Hoopoz
A web platform that uses AI to monitor video content across social media, tracking brand mentions, sentiment and ad compliance in real time. My job was to take a growing feature set and make it feel like one coherent, calm product instead of a pile of disconnected dashboards.
Real-time video intelligence, built for brands
Hoopoz is an AI-powered video analytics platform. Under the hood, the product does a lot of heavy lifting. Video cue detection, creator cohort matching, live social media monitoring. But the core users are brand managers and marketers who need clear, actionable answers, not model configuration screens or raw data dumps.
I was hired to redesign the platform and improve the overall experience. The brief was straightforward: rework the interface so that brands could navigate analytics, reports and compliance tools without getting lost in a forest of competing data views. Make it feel like one product instead of five different tools that happen to share a login.
Data-heavy doesn't have to mean data-messy
The original product had grown organically over time. Every new feature shipped as its own surface with its own navigation logic and its own visual patterns. By the time I came in, users had to learn five different ways to see fundamentally similar data. The cognitive overhead was real, and it showed up in support tickets and onboarding drop-off.
The goal was not to rebuild the AI or change what the product could do. It was to give the entire platform one calm, consistent voice. A single visual and interaction language that made analytics, reports and compliance tools feel like they belonged together. The kind of coherence that lets a new user feel oriented within their first session instead of their first month.
Stick to the brand book. Ship clarity.
Brand colors as a constraint, not a canvas. Hoopoz had an existing brand identity with confident purples, a friendly wordmark and warm accent colors. Instead of proposing a new direction, I committed to the brand book and used those palettes to give the data dashboards warmth and personality instead of the default SaaS sterility that so many analytics tools fall into.
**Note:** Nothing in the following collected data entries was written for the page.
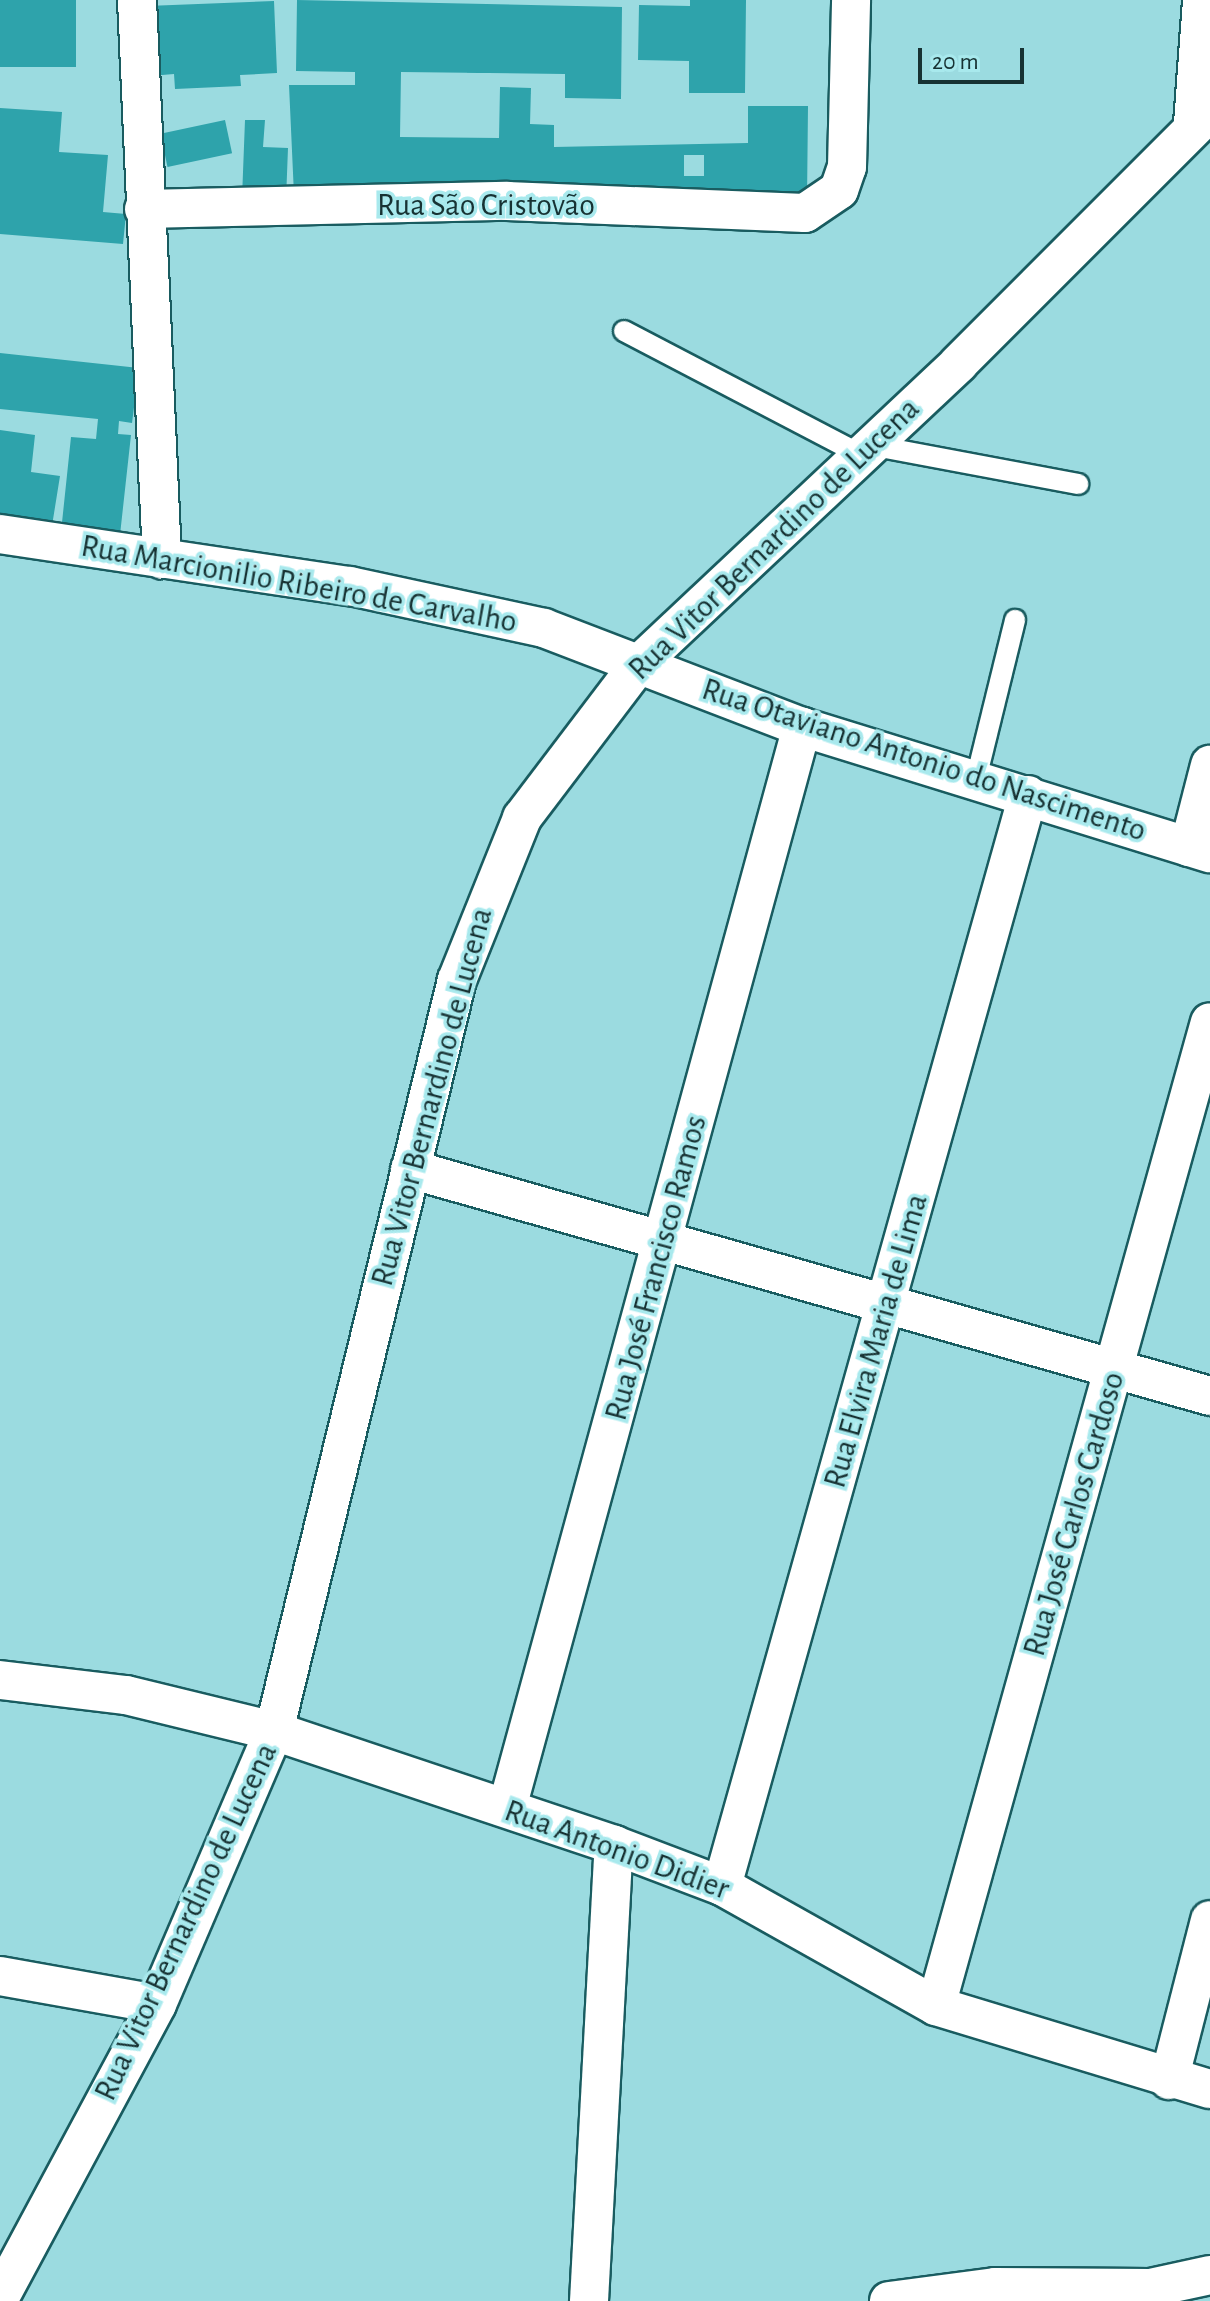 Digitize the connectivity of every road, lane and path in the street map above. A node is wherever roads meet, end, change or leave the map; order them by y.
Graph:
1 (137, 0) edge
2 (851, 0) edge
3 (1202, 0) edge
4 (1202, 118) edge
5 (144, 209) junction
6 (624, 331) dead end
7 (862, 449) junction
8 (1078, 484) dead end
9 (0, 534) edge
10 (162, 559) junction
11 (1015, 620) dead end
12 (639, 664) junction
13 (802, 727) junction
14 (1210, 765) edge
15 (976, 779) junction
16 (1028, 795) junction
17 (1199, 850) edge
18 (1210, 1022) edge
19 (410, 1169) junction
20 (663, 1246) junction
21 (887, 1305) junction
22 (1115, 1368) junction
23 (1210, 1396) edge
24 (0, 1680) edge
25 (274, 1731) junction
26 (507, 1808) junction
27 (614, 1845) junction
28 (722, 1886) junction
29 (1210, 1920) edge
30 (0, 1976) edge
31 (157, 2004) junction
32 (936, 2006) junction
33 (1169, 2080) junction
34 (1210, 2089) edge
35 (1210, 2275) edge
36 (1149, 2294) edge
37 (0, 2297) edge
38 (589, 2301) edge
39 (889, 2301) edge

1 - 5 street
2 - 5 street, Rua São Cristovão
3 - 4 street
4 - 7 street, Rua Vitor Bernardino de Lucena
5 - 10 street
6 - 7 lane
7 - 8 lane
7 - 12 street, Rua Vitor Bernardino de Lucena
9 - 10 street, Rua Marcionilio Ribeiro de Carvalho
10 - 12 street, Rua Marcionilio Ribeiro de Carvalho
11 - 15 lane
12 - 13 street, Rua Otaviano Antonio do Nascimento
12 - 19 street, Rua Vitor Bernardino de Lucena
13 - 15 street, Rua Otaviano Antonio do Nascimento
13 - 20 street, Rua José Francisco Ramos
14 - 17 street
15 - 16 street, Rua Otaviano Antonio do Nascimento
16 - 17 street, Rua Otaviano Antonio do Nascimento
16 - 21 street, Rua Elvira Maria de Lima
18 - 22 street, Rua José Carlos Cardoso
19 - 20 street
19 - 25 street, Rua Vitor Bernardino de Lucena
20 - 21 street
20 - 26 street, Rua José Francisco Ramos
21 - 22 street
21 - 28 street, Rua Elvira Maria de Lima
22 - 23 street
22 - 32 street, Rua José Carlos Cardoso
24 - 25 street, Rua Antonio Didier
25 - 26 street, Rua Antonio Didier
25 - 31 street, Rua Vitor Bernardino de Lucena
26 - 27 street, Rua Antonio Didier
27 - 28 street, Rua Antonio Didier
27 - 38 street
28 - 32 street, Rua Antonio Didier
29 - 33 street
30 - 31 street
31 - 37 street, Rua Vitor Bernardino de Lucena
32 - 33 street, Rua Antonio Didier
33 - 34 street, Rua Antonio Didier
35 - 36 street
36 - 39 street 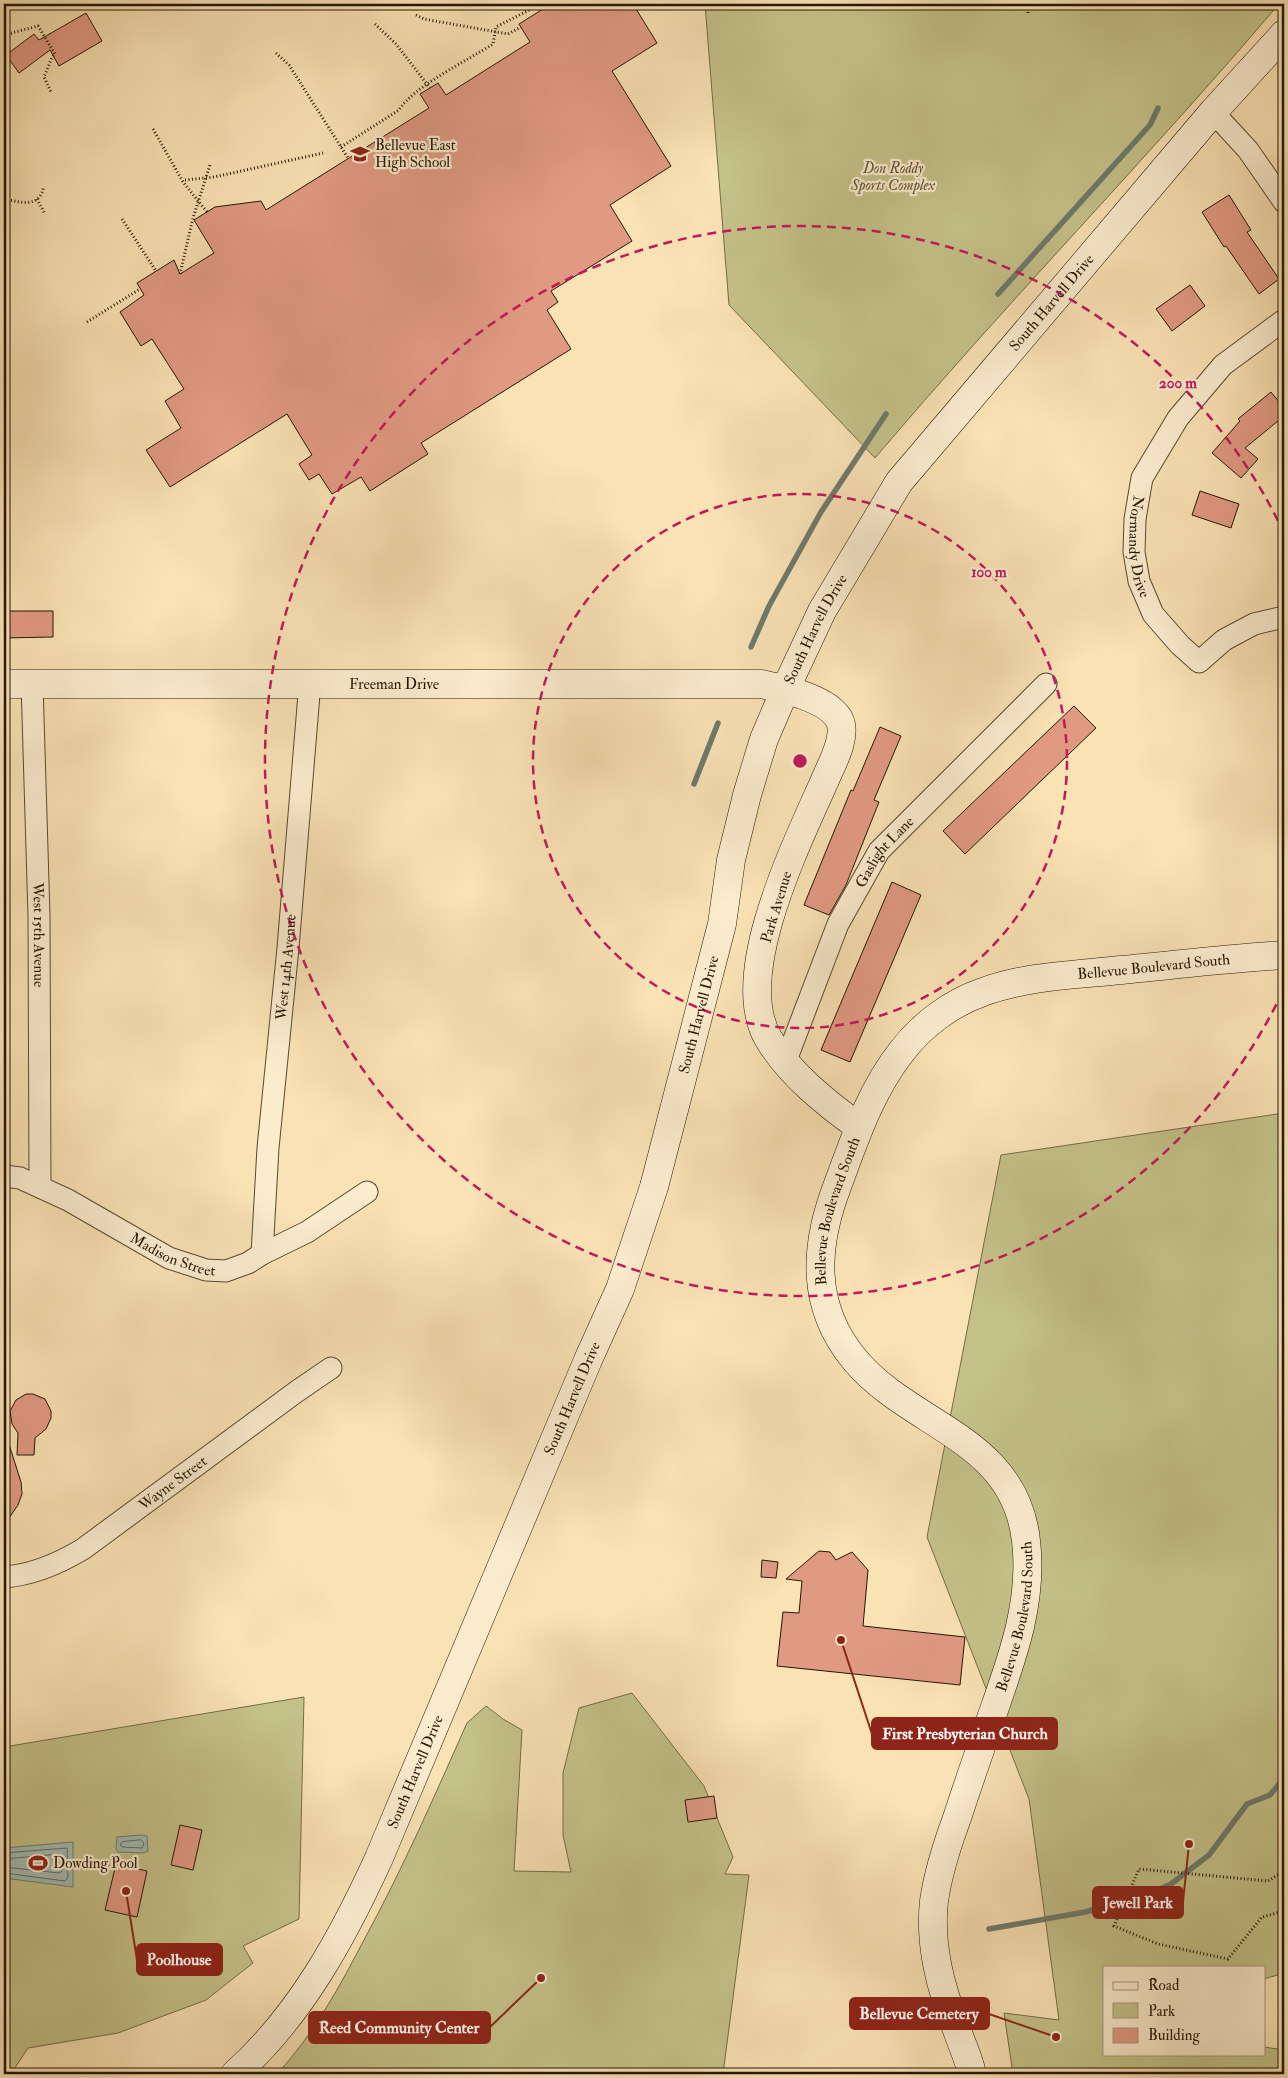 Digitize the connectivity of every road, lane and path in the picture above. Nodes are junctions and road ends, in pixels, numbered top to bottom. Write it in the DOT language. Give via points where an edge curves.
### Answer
graph roads {
  1 [pos="521,4"];
  2 [pos="541,4"];
  3 [pos="1028,4"];
  4 [pos="527,10"];
  5 [pos="1028,13"];
  6 [pos="416,15"];
  7 [pos="375,24"];
  8 [pos="521,27"];
  9 [pos="496,32"];
  10 [pos="1284,34"];
  11 [pos="4,35"];
  12 [pos="276,53"];
  13 [pos="429,86"];
  14 [pos="51,92"];
  15 [pos="1213,112"];
  16 [pos="153,129"];
  17 [pos="341,147"];
  18 [pos="323,153"];
  19 [pos="348,158"];
  20 [pos="210,165"];
  21 [pos="206,178"];
  22 [pos="185,180"];
  23 [pos="44,186"];
  24 [pos="4,199"];
  25 [pos="37,199"];
  26 [pos="199,202"];
  27 [pos="1284,202"];
  28 [pos="207,212"];
  29 [pos="45,214"];
  30 [pos="122,219"];
  31 [pos="156,271"];
  32 [pos="180,274"];
  33 [pos="140,289"];
  34 [pos="87,322"];
  35 [pos="1276,326"];
  36 [pos="1284,617"];
  37 [pos="310,682"];
  38 [pos="32,683"];
  39 [pos="4,684"];
  40 [pos="1046,684"];
  41 [pos="785,690"];
  42 [pos="1284,955"];
  43 [pos="786,1063"];
  44 [pos="859,1127"];
  45 [pos="4,1176"];
  46 [pos="40,1188"];
  47 [pos="367,1192"];
  48 [pos="262,1254"];
  49 [pos="332,1368"];
  50 [pos="4,1577"];
  51 [pos="1284,1783"];
  52 [pos="1284,1798"];
  53 [pos="1284,1871"];
  54 [pos="1284,1911"];
  55 [pos="235,2074"];
  56 [pos="972,2074"];
  1 -- 4 [label="path"];
  2 -- 4 [label="path"];
  3 -- 5 [label="path"];
  4 -- 9 [label="path" via="496,27"];
  6 -- 9 [label="path"];
  7 -- 13 [label="path" via="396,44"];
  8 -- 9 [label="path" via="508,34"];
  9 -- 13 [label="path" via="493,44"];
  10 -- 15 [label="street, South Harvell Drive"];
  11 -- 14 [label="path" via="38,26 55,54 44,77"];
  12 -- 17 [label="path" via="289,64"];
  13 -- 17 [label="path" via="404,101 399,110"];
  15 -- 27 [label="street" via="1248,150"];
  15 -- 41 [label="street, South Harvell Drive" via="899,482 822,611"];
  16 -- 26 [label="path" via="183,182"];
  17 -- 19 [label="path"];
  18 -- 21 [label="path"];
  20 -- 21 [label="path"];
  21 -- 22 [label="path"];
  21 -- 26 [label="path"];
  23 -- 25 [label="path"];
  24 -- 25 [label="path" via="34,202"];
  25 -- 29 [label="path"];
  26 -- 28 [label="path"];
  26 -- 32 [label="path"];
  30 -- 31 [label="path"];
  33 -- 34 [label="path"];
  35 -- 36 [label="street, Normandy Drive" via="1224,365 1178,418 1142,478 1135,519 1134,552 1139,581 1152,614 1199,662 1224,640 1254,624"];
  37 -- 38 [label="street, Freeman Drive"];
  37 -- 41 [label="street, Freeman Drive" via="762,684"];
  37 -- 48 [label="street, West 14th Avenue" via="268,1148"];
  38 -- 39 [label="street, Freeman Drive"];
  38 -- 46 [label="street, West 15th Avenue" via="39,916"];
  40 -- 43 [label="street, Gaslight Lane" via="879,851 838,924"];
  41 -- 43 [label="street, Park Avenue" via="819,702 832,710 842,725 831,766 774,901 761,957 760,1018 767,1037"];
  41 -- 55 [label="street, South Harvell Drive" via="764,739 747,795 710,971 654,1188 620,1289 355,1910 309,1987"];
  42 -- 44 [label="street, Bellevue Boulevard South" via="1045,978 969,997 927,1025 902,1050"];
  43 -- 44 [label="street, Park Avenue"];
  44 -- 56 [label="street, Bellevue Boulevard South" via="827,1211 820,1240 819,1271 829,1315 843,1343 877,1381 982,1454 997,1470 1019,1508 1026,1538 1028,1568 1022,1626 948,1843 934,1899 934,1952"];
  45 -- 46 [label="street, Madison Street" via="20,1178"];
  46 -- 48 [label="street, Madison Street" via="68,1200 169,1258 206,1270 226,1271"];
  47 -- 48 [label="street, Madison Street" via="307,1232"];
  49 -- 50 [label="street, Wayne Street" via="83,1549 57,1564"];
  51 -- 52 [label="path"];
  53 -- 54 [label="path" via="1268,1881 1140,1869 1114,1926 1158,1944 1228,1959 1262,1917"];
}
Working within constraints forced more creative solutions than starting from a blank canvas would have.
Clarity and flow over feature density. Every redesigned screen was built around one question: what is the user actually trying to learn right now? The left rail became a consistent navigation spine across the entire product. The content column became a single flowing read instead of a grid of competing widgets. Overall visual density went down, but the amount of useful information users could absorb went up significantly.
Insights you can act on in seconds
The Insights dashboard surfaces a brand's creator and mention health at a glance. How many creators are producing content, how many mentions came through, the breakdown of mention types and a time-series chart showing the trend over whatever period the user selects.
All the granular details are available for anyone who wants to drill in and explore the data. But the answer to the most common question, "is this campaign actually working?", lives above the fold where a brand manager can find it in under three seconds. That hierarchy was a deliberate design choice, not an accident of layout.
Sentiment, search, and compliance — same language
I redesigned the sentiment analysis and search result views alongside the main dashboard so they all inherit the same typographic scale, spacing rhythm and navigation patterns. When everything looks and behaves the same way, brand teams stop having to re-learn the product every time they switch between features. They just start using it.
Compliance monitoring got the same treatment. Ad compliance alerts, content flagging and regulatory checks all follow the same card patterns and interaction models as the rest of the platform. Consistency is not glamorous design work, but it is the kind of work that makes a product genuinely easier to use every single day.
A cleaner, more usable Hoopoz
The redesigned surfaces covering the dashboard, search, sentiment analysis and compliance views were handed off to the Hoopoz internal team, who took over development for the production build. The goal was never to produce pixel-perfect mockups that looked great in a portfolio. It was to give the engineering team a clear product direction and a design system that could scale with whatever features came next.
The project reinforced something I believe strongly: sometimes the most impactful design work is not adding new features but making existing features feel like they belong together. A product that feels coherent earns trust faster than a product that has more capabilities but makes users work harder to find them.